Among the records below, find each line containing the word "Tahoe" and copy it.

(Collected data entries):
══════════════════════════════

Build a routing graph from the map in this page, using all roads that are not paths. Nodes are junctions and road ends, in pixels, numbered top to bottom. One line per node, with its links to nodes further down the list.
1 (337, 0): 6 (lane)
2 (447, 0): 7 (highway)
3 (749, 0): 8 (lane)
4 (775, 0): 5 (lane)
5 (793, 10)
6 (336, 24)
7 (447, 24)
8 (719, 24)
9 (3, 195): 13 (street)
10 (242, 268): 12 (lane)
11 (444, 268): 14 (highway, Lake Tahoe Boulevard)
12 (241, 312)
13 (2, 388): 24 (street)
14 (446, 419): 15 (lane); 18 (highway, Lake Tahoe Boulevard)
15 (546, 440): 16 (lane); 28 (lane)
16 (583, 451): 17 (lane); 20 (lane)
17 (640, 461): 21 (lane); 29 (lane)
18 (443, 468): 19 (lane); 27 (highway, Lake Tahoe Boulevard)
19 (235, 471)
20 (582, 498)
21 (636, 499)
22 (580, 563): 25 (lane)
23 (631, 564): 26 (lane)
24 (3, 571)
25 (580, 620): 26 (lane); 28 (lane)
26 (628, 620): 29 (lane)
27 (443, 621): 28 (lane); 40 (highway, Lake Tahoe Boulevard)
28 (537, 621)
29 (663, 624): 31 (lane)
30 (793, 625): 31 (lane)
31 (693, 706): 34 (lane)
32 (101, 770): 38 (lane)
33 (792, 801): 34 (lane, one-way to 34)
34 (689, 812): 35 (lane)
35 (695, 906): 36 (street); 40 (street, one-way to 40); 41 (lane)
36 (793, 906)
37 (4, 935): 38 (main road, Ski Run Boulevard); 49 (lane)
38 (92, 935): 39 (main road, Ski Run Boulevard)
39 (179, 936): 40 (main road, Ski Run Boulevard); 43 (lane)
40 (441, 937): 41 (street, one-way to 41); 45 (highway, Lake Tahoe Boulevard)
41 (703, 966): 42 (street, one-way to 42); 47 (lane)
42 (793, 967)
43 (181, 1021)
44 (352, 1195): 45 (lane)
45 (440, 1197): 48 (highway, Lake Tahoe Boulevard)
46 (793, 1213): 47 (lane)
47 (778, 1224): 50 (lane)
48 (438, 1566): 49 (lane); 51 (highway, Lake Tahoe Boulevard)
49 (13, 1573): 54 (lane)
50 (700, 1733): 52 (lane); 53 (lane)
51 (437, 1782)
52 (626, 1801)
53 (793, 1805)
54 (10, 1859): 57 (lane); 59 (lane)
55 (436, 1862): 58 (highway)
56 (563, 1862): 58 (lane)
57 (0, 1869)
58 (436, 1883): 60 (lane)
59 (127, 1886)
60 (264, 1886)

══════════════════════════════

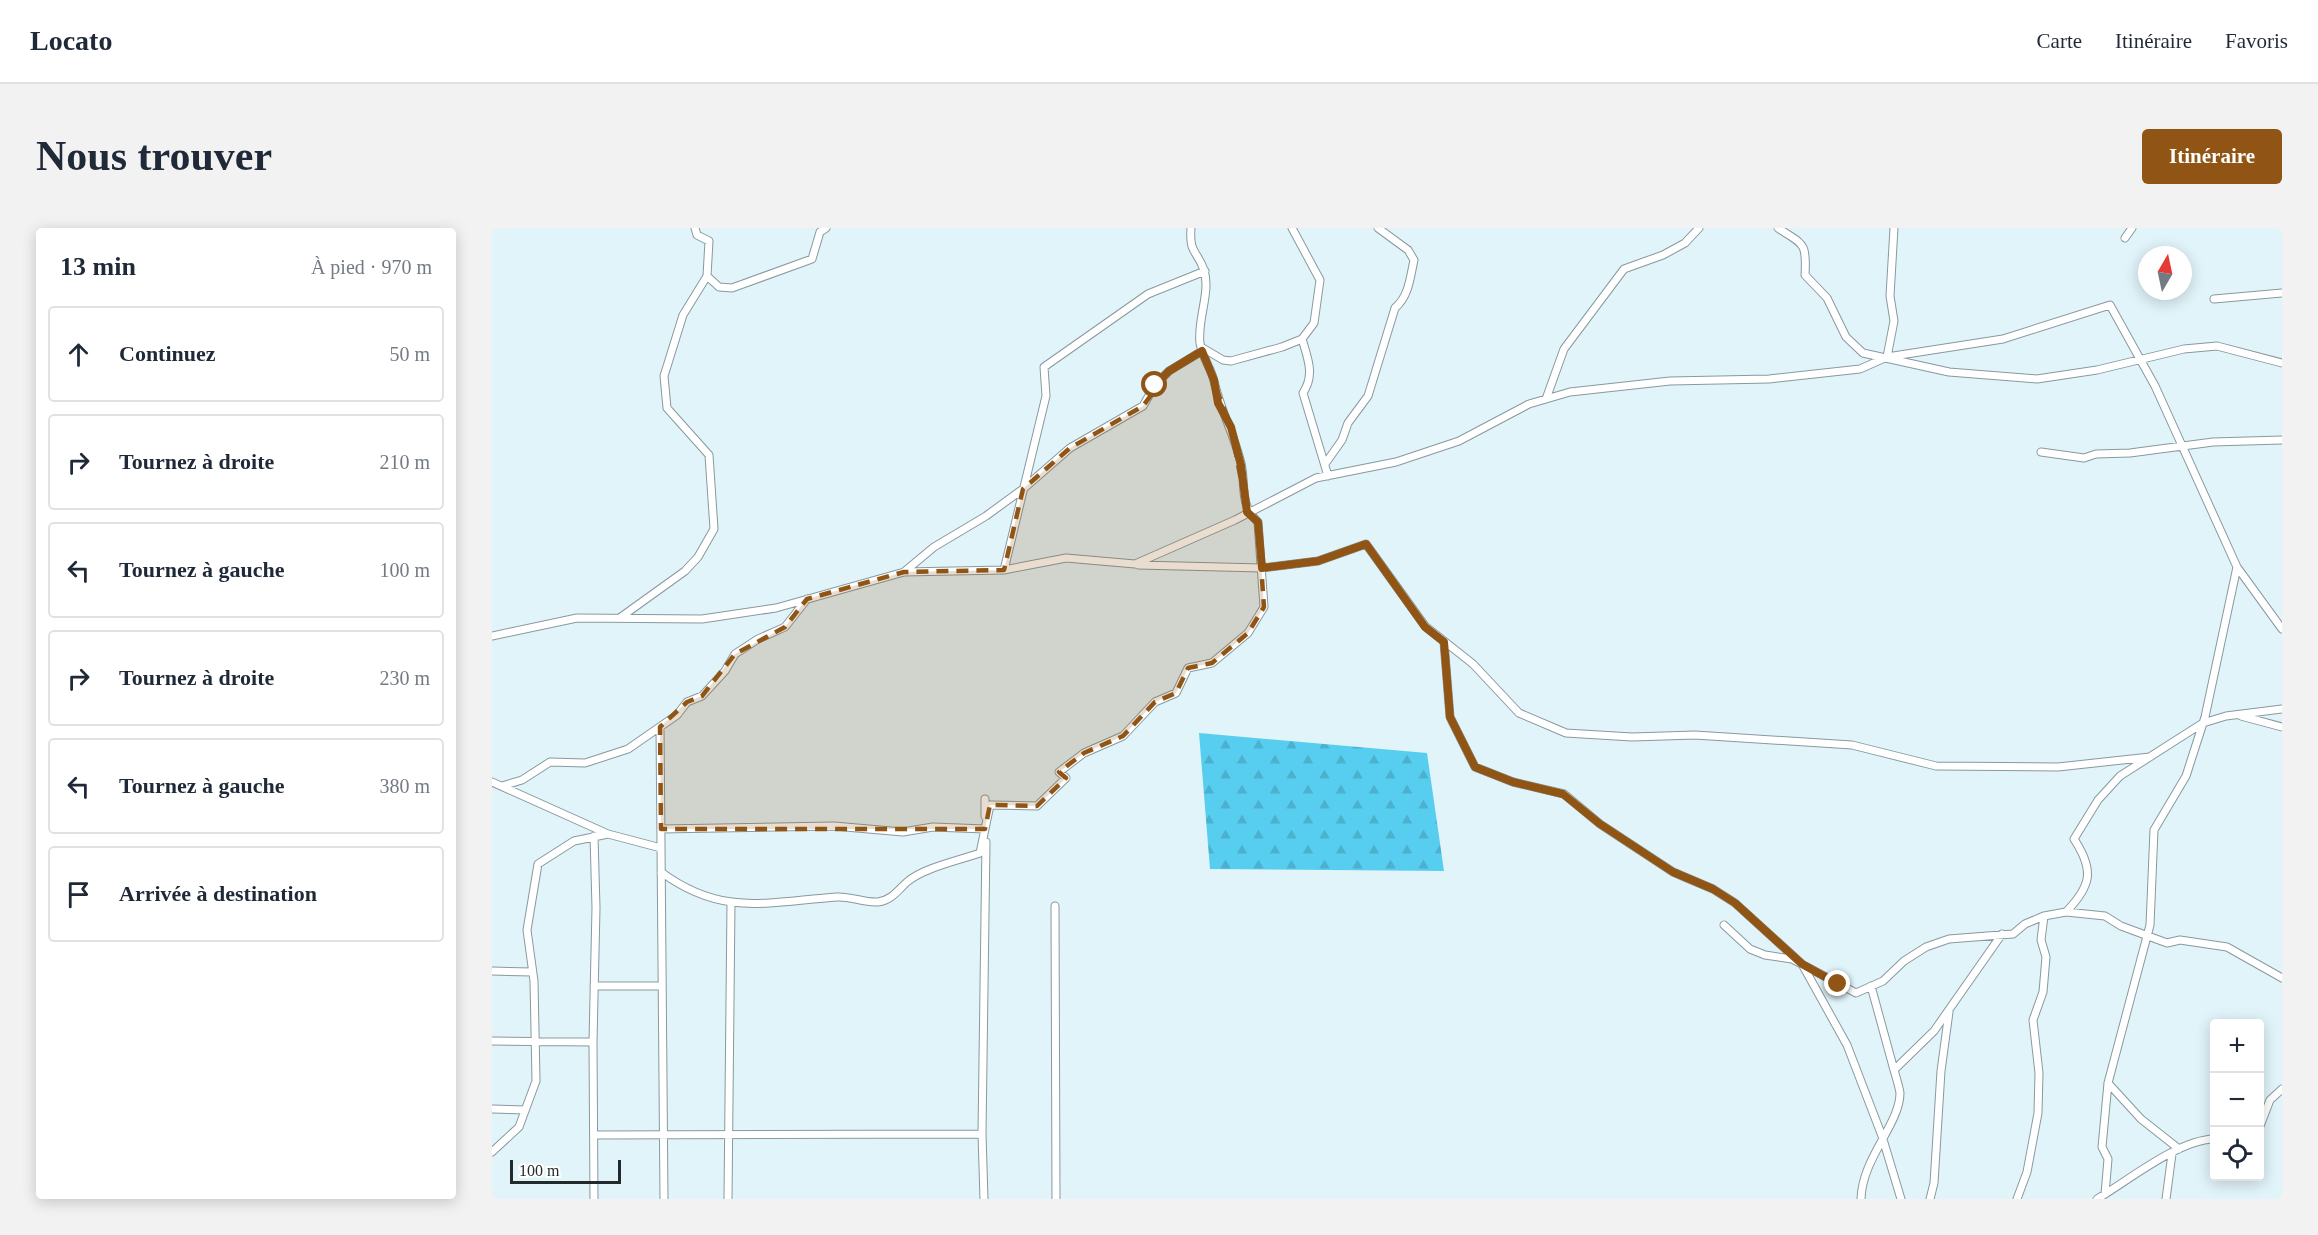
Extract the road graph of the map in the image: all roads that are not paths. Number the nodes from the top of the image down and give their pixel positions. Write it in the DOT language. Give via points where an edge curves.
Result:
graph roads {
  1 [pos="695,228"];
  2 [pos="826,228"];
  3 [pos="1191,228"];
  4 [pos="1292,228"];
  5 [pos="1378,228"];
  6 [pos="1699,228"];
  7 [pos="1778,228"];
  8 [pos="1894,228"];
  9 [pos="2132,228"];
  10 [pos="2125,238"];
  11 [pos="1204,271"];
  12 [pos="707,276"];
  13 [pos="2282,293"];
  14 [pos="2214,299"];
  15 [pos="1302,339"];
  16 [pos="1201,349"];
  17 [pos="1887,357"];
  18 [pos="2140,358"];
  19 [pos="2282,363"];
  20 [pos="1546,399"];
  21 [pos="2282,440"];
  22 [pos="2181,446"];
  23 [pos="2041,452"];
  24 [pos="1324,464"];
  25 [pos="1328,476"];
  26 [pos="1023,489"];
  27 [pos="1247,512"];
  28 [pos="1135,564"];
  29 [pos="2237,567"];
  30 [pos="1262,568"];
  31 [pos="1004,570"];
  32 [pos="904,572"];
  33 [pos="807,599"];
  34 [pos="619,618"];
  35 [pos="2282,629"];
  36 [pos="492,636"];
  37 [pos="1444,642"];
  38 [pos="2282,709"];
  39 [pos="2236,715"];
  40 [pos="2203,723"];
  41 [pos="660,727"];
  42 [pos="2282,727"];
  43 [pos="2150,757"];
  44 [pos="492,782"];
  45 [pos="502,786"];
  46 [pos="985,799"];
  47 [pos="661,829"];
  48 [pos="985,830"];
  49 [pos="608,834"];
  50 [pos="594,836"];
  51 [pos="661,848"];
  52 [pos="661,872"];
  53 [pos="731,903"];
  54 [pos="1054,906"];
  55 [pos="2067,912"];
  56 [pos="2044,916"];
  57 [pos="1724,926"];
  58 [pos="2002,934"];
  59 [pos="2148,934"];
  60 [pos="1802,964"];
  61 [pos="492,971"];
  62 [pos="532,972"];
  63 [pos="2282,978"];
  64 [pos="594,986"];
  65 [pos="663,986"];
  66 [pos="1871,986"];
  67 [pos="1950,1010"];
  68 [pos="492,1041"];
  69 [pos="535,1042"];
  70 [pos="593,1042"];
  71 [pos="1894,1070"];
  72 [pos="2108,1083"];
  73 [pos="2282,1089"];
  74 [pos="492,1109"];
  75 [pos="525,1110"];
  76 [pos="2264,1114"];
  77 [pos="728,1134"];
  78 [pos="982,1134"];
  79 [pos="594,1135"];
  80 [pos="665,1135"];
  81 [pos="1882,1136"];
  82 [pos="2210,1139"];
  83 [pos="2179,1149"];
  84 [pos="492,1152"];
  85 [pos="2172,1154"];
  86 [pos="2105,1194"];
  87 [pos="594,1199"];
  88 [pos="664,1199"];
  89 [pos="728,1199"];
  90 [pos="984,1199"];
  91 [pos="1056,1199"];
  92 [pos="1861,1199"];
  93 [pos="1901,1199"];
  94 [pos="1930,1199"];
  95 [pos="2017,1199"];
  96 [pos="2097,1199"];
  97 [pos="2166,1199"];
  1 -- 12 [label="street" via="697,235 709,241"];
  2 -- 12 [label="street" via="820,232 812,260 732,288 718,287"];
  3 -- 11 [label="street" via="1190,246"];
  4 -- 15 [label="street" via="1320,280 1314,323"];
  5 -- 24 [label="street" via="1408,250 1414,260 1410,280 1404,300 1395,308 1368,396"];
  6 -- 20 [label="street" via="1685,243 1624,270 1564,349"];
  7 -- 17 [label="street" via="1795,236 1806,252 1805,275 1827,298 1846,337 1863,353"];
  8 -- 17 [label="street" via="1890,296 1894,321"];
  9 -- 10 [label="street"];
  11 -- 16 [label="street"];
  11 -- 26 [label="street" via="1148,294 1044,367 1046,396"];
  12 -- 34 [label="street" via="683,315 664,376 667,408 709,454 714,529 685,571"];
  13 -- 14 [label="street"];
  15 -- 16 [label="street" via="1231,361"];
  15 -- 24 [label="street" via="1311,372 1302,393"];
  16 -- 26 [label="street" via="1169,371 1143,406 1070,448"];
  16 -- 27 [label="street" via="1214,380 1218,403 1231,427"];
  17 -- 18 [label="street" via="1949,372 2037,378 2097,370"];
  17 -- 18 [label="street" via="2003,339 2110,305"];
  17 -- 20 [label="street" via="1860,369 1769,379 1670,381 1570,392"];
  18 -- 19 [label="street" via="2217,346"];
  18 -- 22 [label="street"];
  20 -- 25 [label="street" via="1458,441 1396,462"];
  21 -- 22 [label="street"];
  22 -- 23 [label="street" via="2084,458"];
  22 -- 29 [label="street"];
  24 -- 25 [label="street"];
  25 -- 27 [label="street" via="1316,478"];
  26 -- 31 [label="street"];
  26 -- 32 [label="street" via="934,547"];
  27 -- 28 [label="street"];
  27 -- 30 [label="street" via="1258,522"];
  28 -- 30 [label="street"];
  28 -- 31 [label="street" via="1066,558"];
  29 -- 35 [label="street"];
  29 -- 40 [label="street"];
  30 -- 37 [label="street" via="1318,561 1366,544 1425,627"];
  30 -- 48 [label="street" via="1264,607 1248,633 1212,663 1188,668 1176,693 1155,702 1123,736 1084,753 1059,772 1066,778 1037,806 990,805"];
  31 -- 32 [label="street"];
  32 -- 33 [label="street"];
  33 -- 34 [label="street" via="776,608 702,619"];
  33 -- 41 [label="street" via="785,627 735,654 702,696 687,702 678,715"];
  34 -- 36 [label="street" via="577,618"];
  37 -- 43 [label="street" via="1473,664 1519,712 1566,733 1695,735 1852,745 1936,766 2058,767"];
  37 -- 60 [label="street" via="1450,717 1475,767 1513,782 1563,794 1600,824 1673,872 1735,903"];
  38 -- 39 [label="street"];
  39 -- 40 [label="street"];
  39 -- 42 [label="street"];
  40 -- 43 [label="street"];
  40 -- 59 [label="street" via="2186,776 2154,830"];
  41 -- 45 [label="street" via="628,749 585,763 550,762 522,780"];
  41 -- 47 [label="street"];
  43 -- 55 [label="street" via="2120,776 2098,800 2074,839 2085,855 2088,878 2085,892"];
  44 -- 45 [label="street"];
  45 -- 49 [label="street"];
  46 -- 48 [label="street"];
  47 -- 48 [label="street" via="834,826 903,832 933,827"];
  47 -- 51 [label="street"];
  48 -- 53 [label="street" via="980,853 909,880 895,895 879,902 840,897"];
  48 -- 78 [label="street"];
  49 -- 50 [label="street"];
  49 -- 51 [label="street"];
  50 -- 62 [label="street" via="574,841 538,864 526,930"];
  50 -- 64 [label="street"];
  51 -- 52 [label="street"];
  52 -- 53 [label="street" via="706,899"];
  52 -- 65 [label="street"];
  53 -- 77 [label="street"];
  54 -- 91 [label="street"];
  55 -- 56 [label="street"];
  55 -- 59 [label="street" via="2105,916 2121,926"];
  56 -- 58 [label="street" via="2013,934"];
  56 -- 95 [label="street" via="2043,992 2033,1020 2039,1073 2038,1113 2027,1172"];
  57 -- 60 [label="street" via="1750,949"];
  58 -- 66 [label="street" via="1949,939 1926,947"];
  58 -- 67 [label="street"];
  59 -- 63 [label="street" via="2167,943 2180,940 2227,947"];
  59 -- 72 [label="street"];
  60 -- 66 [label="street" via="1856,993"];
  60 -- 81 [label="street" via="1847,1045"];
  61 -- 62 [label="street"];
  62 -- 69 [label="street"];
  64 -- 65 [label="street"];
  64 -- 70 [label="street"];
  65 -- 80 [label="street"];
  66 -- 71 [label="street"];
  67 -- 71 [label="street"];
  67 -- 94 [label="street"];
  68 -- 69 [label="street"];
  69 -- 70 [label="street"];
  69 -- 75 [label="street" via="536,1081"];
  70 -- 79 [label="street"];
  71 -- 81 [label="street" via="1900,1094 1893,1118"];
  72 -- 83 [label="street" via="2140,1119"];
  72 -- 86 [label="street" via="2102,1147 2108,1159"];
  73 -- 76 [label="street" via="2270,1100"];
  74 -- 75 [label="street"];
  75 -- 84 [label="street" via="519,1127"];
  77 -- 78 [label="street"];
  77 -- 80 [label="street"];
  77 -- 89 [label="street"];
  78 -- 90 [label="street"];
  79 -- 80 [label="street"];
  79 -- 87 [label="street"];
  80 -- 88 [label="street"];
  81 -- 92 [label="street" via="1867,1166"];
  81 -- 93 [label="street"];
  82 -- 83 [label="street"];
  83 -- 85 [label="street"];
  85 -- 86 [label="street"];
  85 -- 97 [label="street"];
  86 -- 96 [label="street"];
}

══════════════════════════════

(Task answer):
11 (444, 268): 14 (highway, Lake Tahoe Boulevard)
14 (446, 419): 15 (lane); 18 (highway, Lake Tahoe Boulevard)
18 (443, 468): 19 (lane); 27 (highway, Lake Tahoe Boulevard)
27 (443, 621): 28 (lane); 40 (highway, Lake Tahoe Boulevard)
40 (441, 937): 41 (street, one-way to 41); 45 (highway, Lake Tahoe Boulevard)
45 (440, 1197): 48 (highway, Lake Tahoe Boulevard)
48 (438, 1566): 49 (lane); 51 (highway, Lake Tahoe Boulevard)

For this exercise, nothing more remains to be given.